Hinds County Sheriff Tyrone Lewis

$2.5 million moved to other areas

By Othor Cain

Managing Editor

In what is being described as a major blow to public safety in Hinds County, supervisors voted 3-2 Tuesday, Sept. 4, to cut the sheriff’s department budget by $2.5 million for the next fiscal year, that begins Oct. 1. “The decision by the supervisors puts the entire county at risk,” Hinds County Sheriff Tyrone Lewis said. “It totally puts employees in jeopardy. It puts inmates in jeopardy – everybody affiliated with the jail.”

The Sheriff’s Department, which includes county jail operations, had asked for $28.5 million for fiscal 2013. Its current budget is $21.5 million.

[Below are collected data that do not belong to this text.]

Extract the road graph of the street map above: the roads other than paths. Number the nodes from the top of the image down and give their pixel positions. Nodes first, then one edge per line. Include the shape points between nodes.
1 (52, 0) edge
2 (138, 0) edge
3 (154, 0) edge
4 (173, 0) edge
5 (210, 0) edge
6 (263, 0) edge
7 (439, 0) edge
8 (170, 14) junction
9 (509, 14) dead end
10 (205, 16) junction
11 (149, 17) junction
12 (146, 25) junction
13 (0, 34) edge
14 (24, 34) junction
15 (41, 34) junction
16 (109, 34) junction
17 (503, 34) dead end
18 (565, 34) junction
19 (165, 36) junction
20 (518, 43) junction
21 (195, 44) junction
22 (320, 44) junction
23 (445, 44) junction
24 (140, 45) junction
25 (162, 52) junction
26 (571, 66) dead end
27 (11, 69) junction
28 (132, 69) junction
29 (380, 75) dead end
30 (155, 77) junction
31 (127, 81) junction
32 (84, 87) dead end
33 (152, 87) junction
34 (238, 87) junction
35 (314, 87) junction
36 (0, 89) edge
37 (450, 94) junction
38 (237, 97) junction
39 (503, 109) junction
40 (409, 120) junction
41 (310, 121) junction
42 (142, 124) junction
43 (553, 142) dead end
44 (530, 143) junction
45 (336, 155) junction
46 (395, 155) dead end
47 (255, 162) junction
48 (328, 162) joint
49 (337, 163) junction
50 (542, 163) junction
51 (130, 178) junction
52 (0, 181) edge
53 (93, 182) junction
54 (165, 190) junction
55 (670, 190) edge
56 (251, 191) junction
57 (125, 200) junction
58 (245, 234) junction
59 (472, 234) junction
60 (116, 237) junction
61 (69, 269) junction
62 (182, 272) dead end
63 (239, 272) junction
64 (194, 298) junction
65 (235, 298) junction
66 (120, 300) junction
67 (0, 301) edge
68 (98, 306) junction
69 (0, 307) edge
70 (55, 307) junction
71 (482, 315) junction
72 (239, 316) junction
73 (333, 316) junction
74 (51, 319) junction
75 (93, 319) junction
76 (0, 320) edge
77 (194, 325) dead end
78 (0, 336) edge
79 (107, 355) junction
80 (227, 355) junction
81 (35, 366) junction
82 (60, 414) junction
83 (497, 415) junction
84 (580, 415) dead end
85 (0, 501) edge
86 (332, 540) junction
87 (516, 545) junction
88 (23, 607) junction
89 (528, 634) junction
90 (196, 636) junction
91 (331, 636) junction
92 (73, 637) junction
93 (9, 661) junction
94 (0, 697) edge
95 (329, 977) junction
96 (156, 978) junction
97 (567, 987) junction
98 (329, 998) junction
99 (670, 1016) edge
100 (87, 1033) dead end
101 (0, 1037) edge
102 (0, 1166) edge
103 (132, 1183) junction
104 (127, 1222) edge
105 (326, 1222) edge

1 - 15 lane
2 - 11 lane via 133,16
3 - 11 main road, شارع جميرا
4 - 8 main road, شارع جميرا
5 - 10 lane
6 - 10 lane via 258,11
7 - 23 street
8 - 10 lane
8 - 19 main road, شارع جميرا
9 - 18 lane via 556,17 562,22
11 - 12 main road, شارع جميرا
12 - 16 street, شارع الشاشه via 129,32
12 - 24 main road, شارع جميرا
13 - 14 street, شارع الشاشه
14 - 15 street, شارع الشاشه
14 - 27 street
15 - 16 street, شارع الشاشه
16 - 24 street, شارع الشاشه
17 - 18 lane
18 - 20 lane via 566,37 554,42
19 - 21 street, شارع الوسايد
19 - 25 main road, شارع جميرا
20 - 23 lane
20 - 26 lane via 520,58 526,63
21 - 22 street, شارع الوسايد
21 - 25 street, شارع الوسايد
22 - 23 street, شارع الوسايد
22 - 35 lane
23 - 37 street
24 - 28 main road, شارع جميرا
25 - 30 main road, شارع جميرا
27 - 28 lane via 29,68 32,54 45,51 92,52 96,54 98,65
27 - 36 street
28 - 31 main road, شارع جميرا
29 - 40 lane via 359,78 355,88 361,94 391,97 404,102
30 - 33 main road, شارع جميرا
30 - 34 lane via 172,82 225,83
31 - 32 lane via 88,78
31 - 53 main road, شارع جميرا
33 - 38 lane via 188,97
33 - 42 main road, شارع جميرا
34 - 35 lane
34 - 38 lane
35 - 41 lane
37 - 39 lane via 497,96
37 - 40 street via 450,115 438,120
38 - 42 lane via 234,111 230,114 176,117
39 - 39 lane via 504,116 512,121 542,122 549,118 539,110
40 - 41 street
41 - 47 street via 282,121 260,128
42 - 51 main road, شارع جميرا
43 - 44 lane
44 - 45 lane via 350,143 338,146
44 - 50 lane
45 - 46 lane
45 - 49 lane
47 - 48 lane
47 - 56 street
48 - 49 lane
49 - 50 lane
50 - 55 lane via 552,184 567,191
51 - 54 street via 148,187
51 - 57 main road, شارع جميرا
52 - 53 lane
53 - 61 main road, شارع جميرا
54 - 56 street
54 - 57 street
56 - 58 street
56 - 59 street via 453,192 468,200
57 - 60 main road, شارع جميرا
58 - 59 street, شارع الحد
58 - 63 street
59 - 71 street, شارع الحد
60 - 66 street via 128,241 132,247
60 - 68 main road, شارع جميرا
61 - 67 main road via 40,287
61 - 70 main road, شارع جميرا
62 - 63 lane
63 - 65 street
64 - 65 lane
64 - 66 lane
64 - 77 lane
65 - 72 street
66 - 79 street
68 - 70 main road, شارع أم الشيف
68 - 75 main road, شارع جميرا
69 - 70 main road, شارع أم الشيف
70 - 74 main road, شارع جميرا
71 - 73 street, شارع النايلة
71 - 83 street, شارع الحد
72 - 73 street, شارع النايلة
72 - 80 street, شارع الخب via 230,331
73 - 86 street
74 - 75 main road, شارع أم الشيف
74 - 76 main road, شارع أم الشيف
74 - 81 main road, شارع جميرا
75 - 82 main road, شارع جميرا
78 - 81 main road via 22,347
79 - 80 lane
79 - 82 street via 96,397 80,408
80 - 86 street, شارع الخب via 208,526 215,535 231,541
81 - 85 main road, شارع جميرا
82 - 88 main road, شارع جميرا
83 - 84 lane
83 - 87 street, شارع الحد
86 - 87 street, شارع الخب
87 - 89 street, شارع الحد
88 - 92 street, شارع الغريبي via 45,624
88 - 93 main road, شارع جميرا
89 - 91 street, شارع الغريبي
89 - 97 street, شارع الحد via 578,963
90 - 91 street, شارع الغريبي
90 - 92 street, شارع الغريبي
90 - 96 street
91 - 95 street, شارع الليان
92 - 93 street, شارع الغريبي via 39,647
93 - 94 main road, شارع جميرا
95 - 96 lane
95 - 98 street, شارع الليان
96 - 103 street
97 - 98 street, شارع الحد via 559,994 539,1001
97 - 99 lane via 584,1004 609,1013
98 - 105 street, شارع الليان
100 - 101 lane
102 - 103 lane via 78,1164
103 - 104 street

Hinds County Sheriff Tyrone Lewis

District 5 Supervisor Kenneth Stokes proposed the recommended cuts so that $1 million-plus could go toward giving all county employees a minimum of $100 raises, and that another million go into the county’s reserve fund. “I made a commitment that I would not vote on a budget unless it included a raise for all employees of the county,” Stokes said. “I plan to honor that.”

Joining Stokes with decreasing the sheriff’s budget were District 2 Supervisor Doug Anderson and District 4 Supervisor Phil Fisher. “I think the sheriff has what he needs to hire more jail staff and to increase guards’ salaries, now about $21,000 annually,” Fisher said. “He has 36 patrol officers. That’s two times the number under the previous administration.”

Lewis is accessing the impact that the proposed cuts would have on his department. “If these cuts stand then it will impact our delivery of services straight across the board,” he said. “It would hinder our mission and quite frankly employees will have to be terminated.”

Based on a federal mandate at the detention center facility in Raymond, for 594 inmates, Lewis is required to have 220 employees. “I have between 210 and 211 today…this number fluctuates daily,” he said.

District 1 Supervisor and Board President Robert Graham voted against the measure via telephone from Charlotte, N.C., where he is attending the Democratic National

Convention. “I am appalled by this,” Graham said. “Think of the consequences of what we’re doing…with all of the problems we are having and with crime being a major concern, now is not the time to cut the sheriff’s budget.”

District 3 Supervisor Peggy Hobson-Calhoun joined Graham with a ‘no’ vote. “We can be fined and sanctioned for every day we are not in compliance,” Calhoun said. “These cuts do not provide adequate funding for housing prisoners.”

Graham plans to call a special meeting Monday, Sept. 10, in an attempt to reverse the board’s decision.